Learning to Drive Anywhere with Model-Based Reannotation

TL;DR

The paper presents Model-Based ReAnnotation (MBRA), a two-stage framework that leverages abundant passive data to train robust long-horizon visual navigation policies. A short-horizon relabeler generates high-quality actions from noisy trajectories via a differentiable forward model, which are then distilled into LogoNav, a long-horizon, goal-pose conditioned policy trained by imitation on the relabeled data. The approach enables scaling from crowd-sourced data and action-free videos to 300+ meter navigation in unseen indoor and outdoor environments, demonstrated across robots and six cities on three continents. MBRA outperforms baselines such as NoMaD and GCP, and proves effective with action-free YouTube data, addressing the data bottleneck in robotic navigation. The work highlights practical impact for affordable, broadly deployable navigation policies and provides a foundation for future enhancements in 3D geometry and human-aware navigation in crowds.

Abstract

Developing broadly generalizable visual navigation policies for robots is a significant challenge, primarily constrained by the availability of large-scale, diverse training data. While curated datasets collected by researchers offer high quality, their limited size restricts policy generalization. To overcome this, we explore leveraging abundant, passively collected data sources, including large volumes of crowd-sourced teleoperation data and unlabeled YouTube videos, despite their potential for lower quality or missing action labels. We propose Model-Based ReAnnotation (MBRA), a framework that utilizes a learned short-horizon, model-based expert model to relabel or generate high-quality actions for these passive datasets. This relabeled data is then distilled into LogoNav, a long-horizon navigation policy conditioned on visual goals or GPS waypoints. We demonstrate that LogoNav, trained using MBRA-processed data, achieves state-of-the-art performance, enabling robust navigation over distances exceeding 300 meters in previously unseen indoor and outdoor environments. Our extensive real-world evaluations, conducted across a fleet of robots (including quadrupeds) in six cities on three continents, validate the policy's ability to generalize and navigate effectively even amidst pedestrians in crowded settings.
Paper Structure (16 sections, 2 equations, 8 figures, 6 tables)

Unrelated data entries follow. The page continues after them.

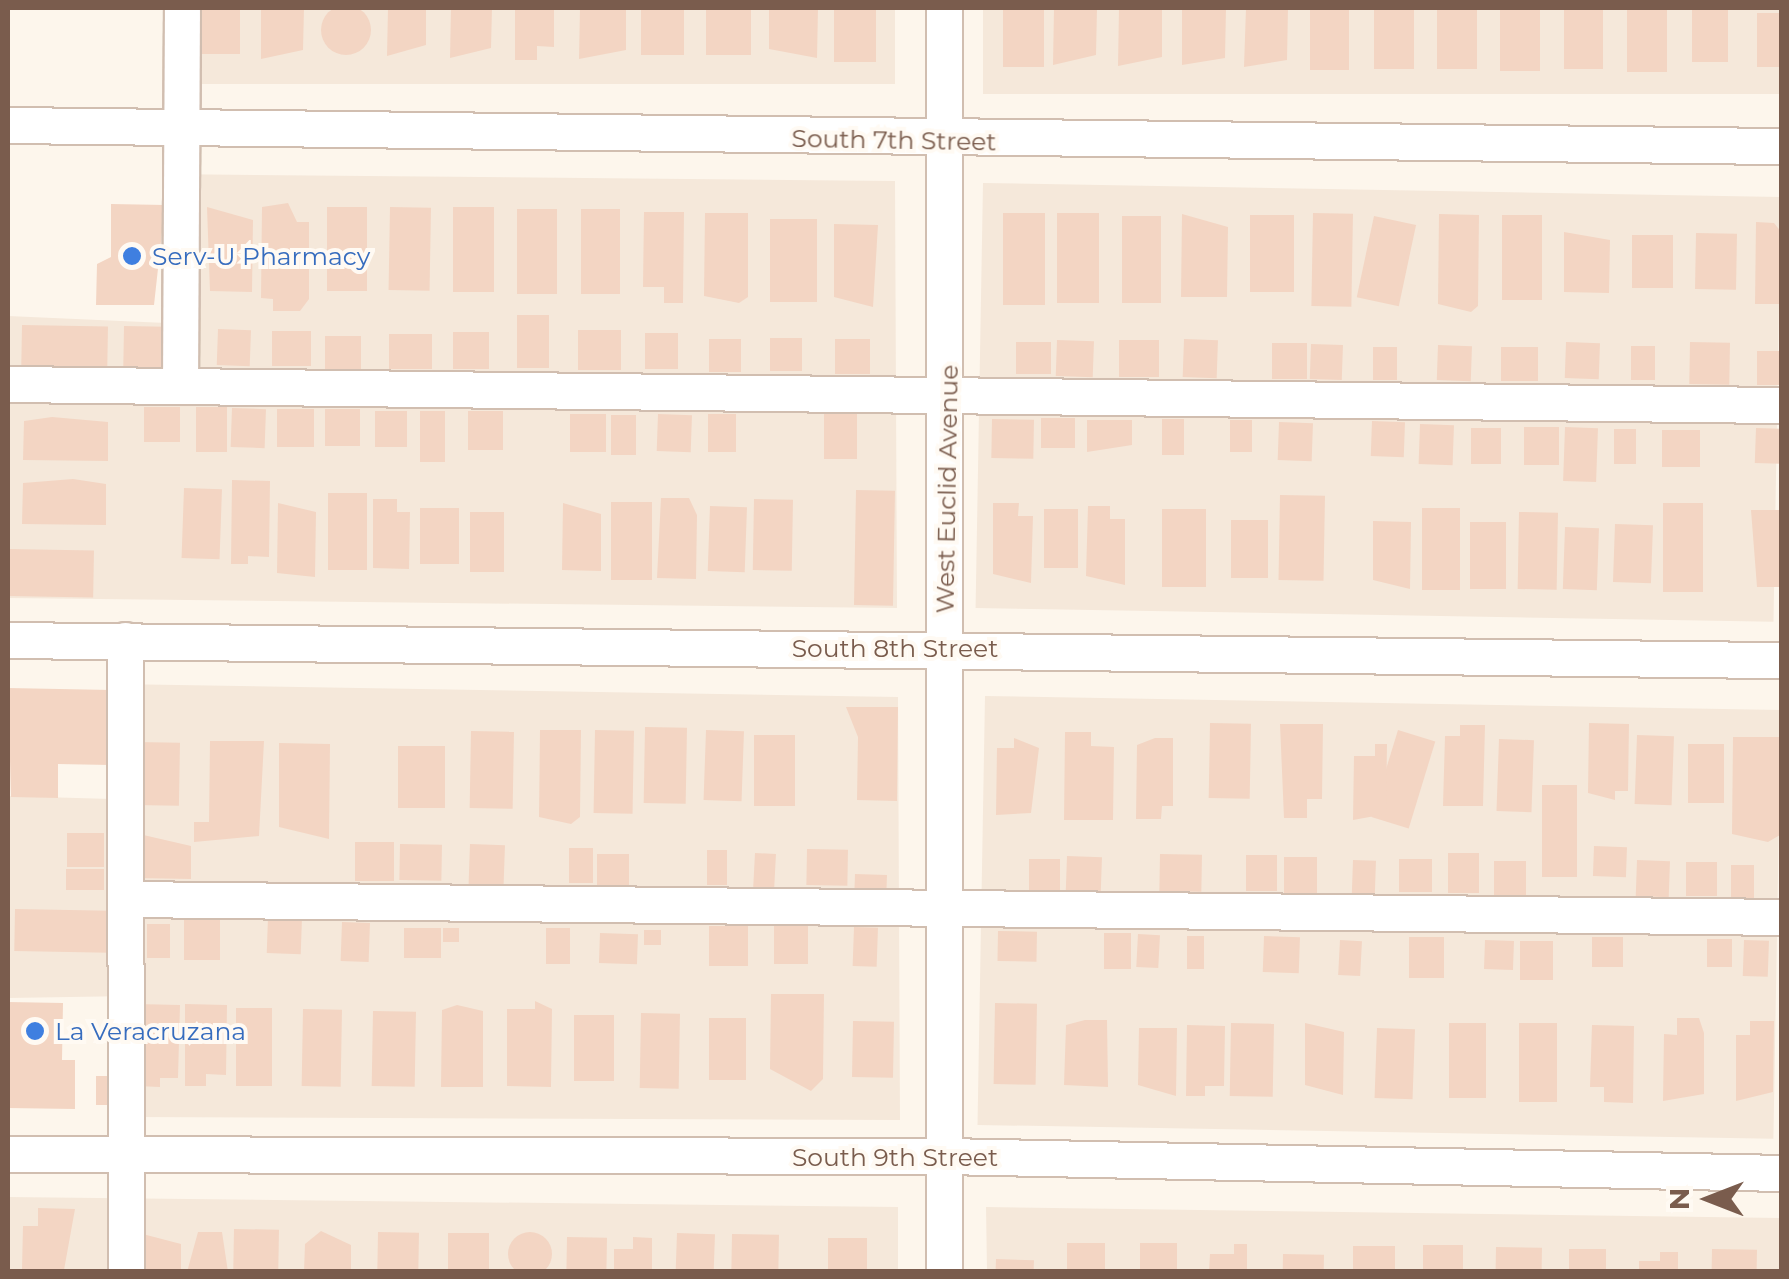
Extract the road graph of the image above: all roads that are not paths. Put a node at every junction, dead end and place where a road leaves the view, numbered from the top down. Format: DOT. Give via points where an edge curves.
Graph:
graph roads {
  1 [pos="182,8"];
  2 [pos="944,8"];
  3 [pos="8,125"];
  4 [pos="181,128"];
  5 [pos="946,141"];
  6 [pos="1782,146"];
  7 [pos="8,384"];
  8 [pos="180,385"];
  9 [pos="949,395"];
  10 [pos="1782,405"];
  11 [pos="8,640"];
  12 [pos="125,640"];
  13 [pos="944,649"];
  14 [pos="1782,660"];
  15 [pos="125,900"];
  16 [pos="946,902"];
  17 [pos="1782,917"];
  18 [pos="8,1154"];
  19 [pos="127,1156"];
  20 [pos="944,1156"];
  21 [pos="1782,1173"];
  22 [pos="126,1272"];
  23 [pos="944,1272"];
  1 -- 4 [label="street"];
  2 -- 5 [label="street, West Euclid Avenue"];
  3 -- 4 [label="street, South 7th Street"];
  4 -- 5 [label="street, South 7th Street"];
  4 -- 8 [label="street"];
  5 -- 6 [label="street, South 7th Street"];
  5 -- 9 [label="street, West Euclid Avenue"];
  7 -- 8 [label="street"];
  8 -- 9 [label="street"];
  9 -- 10 [label="street"];
  9 -- 13 [label="street, West Euclid Avenue"];
  11 -- 12 [label="street, South 8th Street"];
  12 -- 13 [label="street, South 8th Street"];
  12 -- 15 [label="street"];
  13 -- 14 [label="street, South 8th Street"];
  13 -- 16 [label="street, West Euclid Avenue"];
  15 -- 16 [label="street"];
  15 -- 19 [label="street"];
  16 -- 17 [label="street"];
  16 -- 20 [label="street, West Euclid Avenue"];
  18 -- 19 [label="street, South 9th Street"];
  19 -- 20 [label="street, South 9th Street"];
  19 -- 22 [label="street"];
  20 -- 21 [label="street, South 9th Street"];
  20 -- 23 [label="street, West Euclid Avenue"];
}
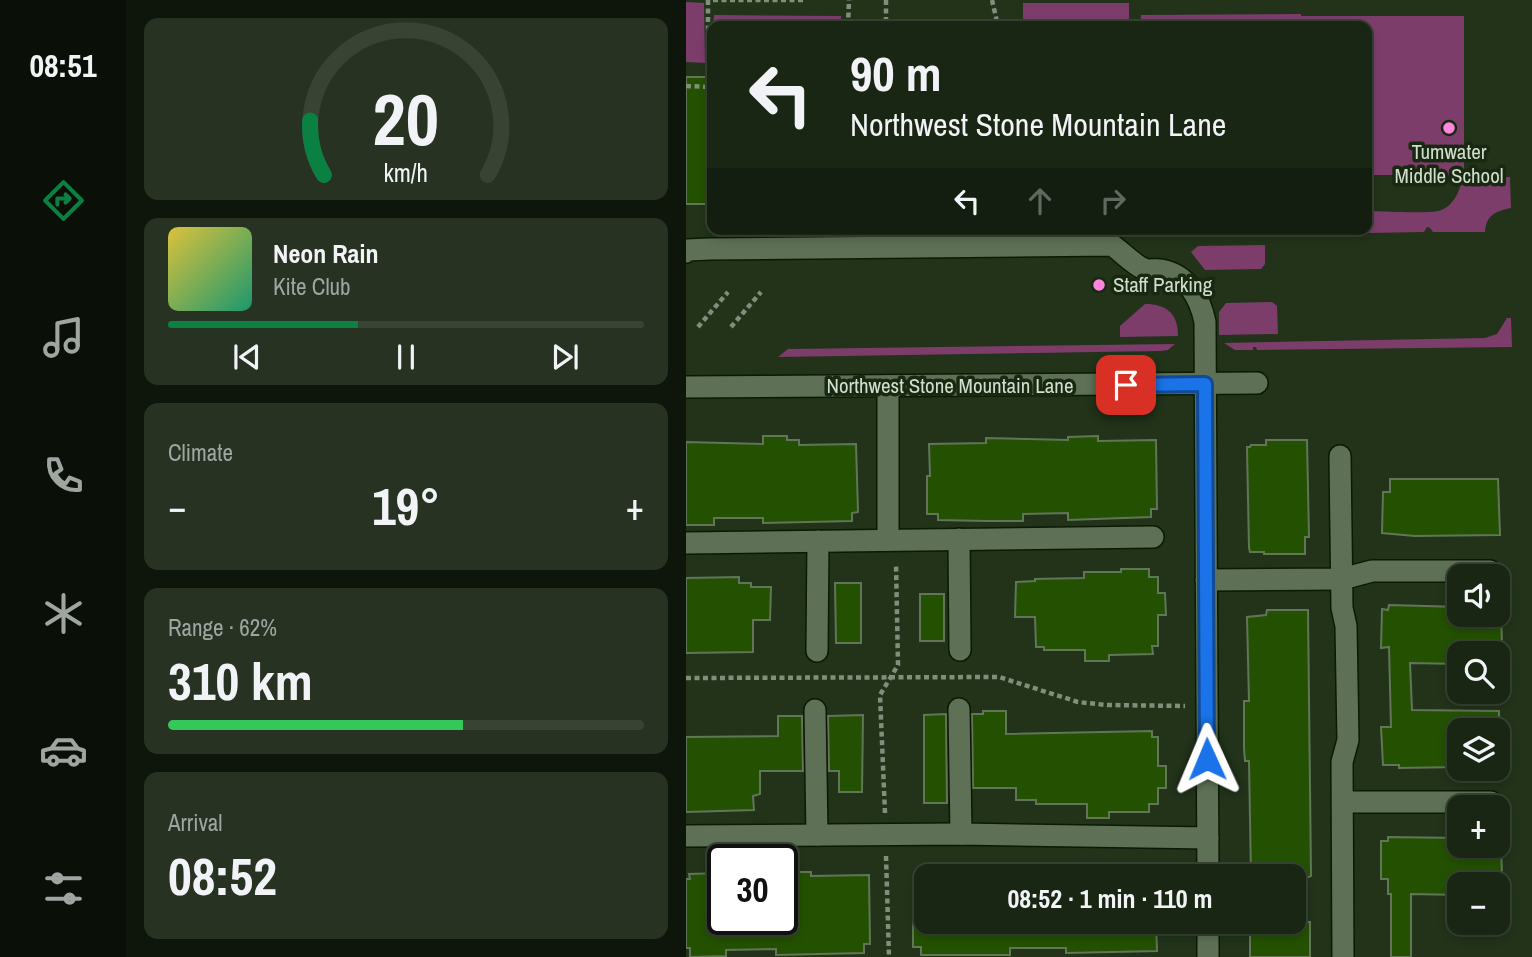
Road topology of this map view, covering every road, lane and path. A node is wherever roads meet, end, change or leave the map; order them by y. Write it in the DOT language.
graph roads {
  1 [pos="711,0"];
  2 [pos="804,0"];
  3 [pos="849,0"];
  4 [pos="886,0"];
  5 [pos="992,0"];
  6 [pos="711,21"];
  7 [pos="849,21"];
  8 [pos="886,21"];
  9 [pos="997,21"];
  10 [pos="686,86"];
  11 [pos="707,87"];
  12 [pos="686,252"];
  13 [pos="728,292"];
  14 [pos="761,292"];
  15 [pos="698,327"];
  16 [pos="731,327"];
  17 [pos="1256,383"];
  18 [pos="1205,384"];
  19 [pos="888,386"];
  20 [pos="686,387"];
  21 [pos="1340,456"];
  22 [pos="1153,537"];
  23 [pos="959,539"];
  24 [pos="888,540"];
  25 [pos="818,541"];
  26 [pos="686,543"];
  27 [pos="1447,571"];
  28 [pos="1342,579"];
  29 [pos="1206,580"];
  30 [pos="960,650"];
  31 [pos="817,651"];
  32 [pos="959,709"];
  33 [pos="815,710"];
  34 [pos="1343,802"];
  35 [pos="1447,802"];
  36 [pos="961,834"];
  37 [pos="817,835"];
  38 [pos="886,835"];
  39 [pos="686,836"];
  40 [pos="1208,838"];
  41 [pos="1208,864"];
  42 [pos="1208,934"];
  43 [pos="889,957"];
  44 [pos="1208,957"];
  45 [pos="1343,957"];
  1 -- 2 [label="path"];
  1 -- 6 [label="path"];
  3 -- 7 [label="path"];
  4 -- 8 [label="path"];
  5 -- 9 [label="path"];
  10 -- 11 [label="path"];
  12 -- 18 [label="street"];
  13 -- 15 [label="path"];
  14 -- 16 [label="path"];
  17 -- 18 [label="street, Northwest Stone Mountain Lane"];
  18 -- 19 [label="street, Northwest Stone Mountain Lane"];
  18 -- 29 [label="street"];
  19 -- 20 [label="street, Northwest Stone Mountain Lane"];
  19 -- 24 [label="street"];
  21 -- 28 [label="street"];
  22 -- 23 [label="street"];
  23 -- 24 [label="street"];
  23 -- 30 [label="street"];
  24 -- 25 [label="street"];
  24 -- 38 [label="path"];
  25 -- 26 [label="street"];
  25 -- 31 [label="street"];
  27 -- 28 [label="street"];
  28 -- 29 [label="street"];
  28 -- 34 [label="street"];
  29 -- 40 [label="street"];
  32 -- 36 [label="street"];
  33 -- 37 [label="street"];
  34 -- 35 [label="street"];
  34 -- 45 [label="street"];
  36 -- 38 [label="street"];
  36 -- 40 [label="street"];
  37 -- 38 [label="street"];
  37 -- 39 [label="street"];
  38 -- 43 [label="path"];
  40 -- 41 [label="street"];
  42 -- 44 [label="street"];
}
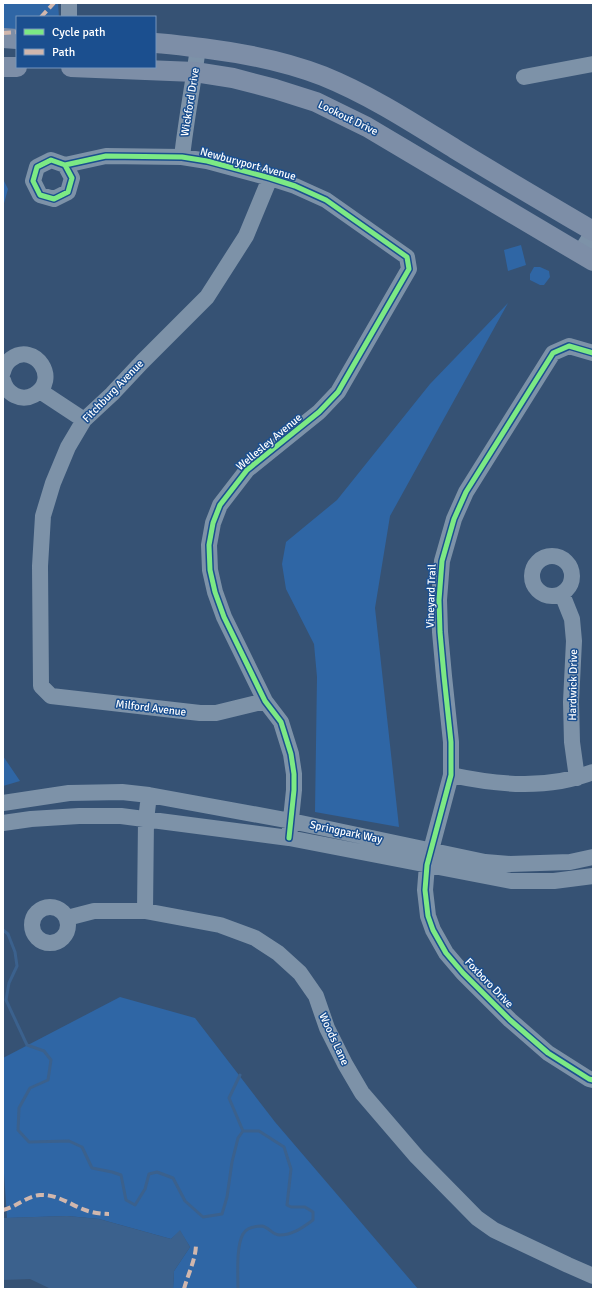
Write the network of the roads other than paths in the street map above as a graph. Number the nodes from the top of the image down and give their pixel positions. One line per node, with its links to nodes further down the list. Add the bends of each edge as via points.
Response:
1 (69, 3): 2 (street)
2 (69, 16)
3 (3, 38): 4 (main road)
4 (16, 39)
5 (156, 44): 6 (main road)
6 (198, 48): 11 (street, Wickford Drive); 16 (main road, via 258,57 295,66 354,90)
7 (593, 64): 12 (street)
8 (3, 67): 9 (main road)
9 (16, 67)
10 (96, 68): 11 (main road, Lookout Drive)
11 (195, 72): 13 (street, Wickford Drive); 18 (main road, Lookout Drive, via 240,80 316,102 367,127)
12 (524, 78)
13 (182, 157): 14 (street, Newburyport Avenue, via 106,156); 15 (street, Newburyport Avenue)
14 (65, 165)
15 (270, 178): 17 (street, Newburyport Avenue, via 326,200); 23 (street, Fitchburg Avenue, via 246,236 207,297)
16 (593, 231): 18 (street)
17 (407, 256): 26 (street, Wellesley Avenue, via 410,269 338,392 319,412 247,470 220,505 213,523 209,545 210,570 215,592 224,618)
18 (586, 257)
19 (593, 354): 28 (street, Vineyard Trail, via 569,346 553,354 466,492 454,519 442,561 439,600 452,742)
20 (3, 372): 22 (street, via 15,356 23,354 39,360 46,375)
21 (3, 380): 22 (street, via 4,386 17,397 34,396)
22 (40, 391): 23 (street)
23 (84, 420): 25 (street, Fitchburg Avenue, via 68,447 53,482 43,516 40,566)
24 (562, 594): 29 (street, Hardwick Drive, via 572,619 574,641 571,702 572,742)
25 (41, 686): 26 (street, Milford Avenue, via 51,696 200,713 216,713)
26 (265, 701): 33 (street, Wellesley Avenue, via 281,722 291,754 294,790)
27 (593, 772): 29 (street)
28 (451, 775): 29 (street, via 482,782 512,784); 37 (street, Vineyard Trail)
29 (577, 778)
30 (149, 795): 31 (street, Springpark Way, via 122,792 69,793); 32 (street); 33 (street, Springpark Way)
31 (3, 803)
32 (146, 820): 34 (street, Springpark Way, via 121,816 79,816); 35 (street, Springpark Way); 39 (street)
33 (291, 821): 35 (street, Wellesley Avenue); 37 (street, Springpark Way)
34 (3, 823)
35 (289, 838): 37 (street, Springpark Way)
36 (593, 857): 37 (street, Springpark Way, via 570,862 510,864)
37 (429, 858): 38 (street, Springpark Way, via 511,882 554,881); 41 (street, Foxboro Drive, via 425,890 428,916 446,953 481,992 548,1053)
38 (593, 876)
39 (145, 911): 40 (street, Woods Lane, via 94,911); 42 (street, Woods Lane, via 220,925 255,938 278,953 300,973 316,996 327,1028 362,1093 417,1157 477,1218 494,1230)
40 (67, 918)
41 (593, 1080)
42 (593, 1276)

This paper contains 16 sections, 2 equations, 8 figures, 6 tables.

Figures (8)

  • Figure -1: We train a highly generalizable navigation policy that can control robots in a variety of conditions and be deployed zero-shot in new environments across the world. Our proposed method, Model-Based ReAnnotation, enables imitation learning from noisy, passive data, such as low-quality crowd-sourced demonstrations or even videos from the web.
  • Figure 0: Overview of MBRA. We propose a two-step process: In the first stage, we train a short-horizon reannotation policy with a robust MBL approach on the noisy dataset, which can be used for short-horizon image-conditioned navigation and which we leverage to relabel the noisy dataset with improved action labels. In step 2, we train a long-horizon navigation policy with the generated action labels.
  • Figure 1: The aim of MBRA is to relabel low-quality data with actions that are better than the actions in the dataset, in the sense that they more effectively link states over short-horizon trajectory snippets. Compared to methods that use one- or multi- step inverse models (e.g., VPT, GCP) or the original noisy actions, training on actions from MBRA leads to significantly more effective policies.
  • Figure 2: Network architecture. In addition to the visual observations, We feed the delay step and the previous actions to consider the system delay in the MBL objective. For the long-horizon navigation policy, we replace the visual encoder for the current and the goal observation with the MLP layers for the goal pose.
  • Figure 3: Overview of the robot hardwares and systems. ERZ can be controlled over a internet connection for data collection and for deploying our navigation policy. Vizbot and Go1 with different cameras are controlled from the onboard robot controller with ROS.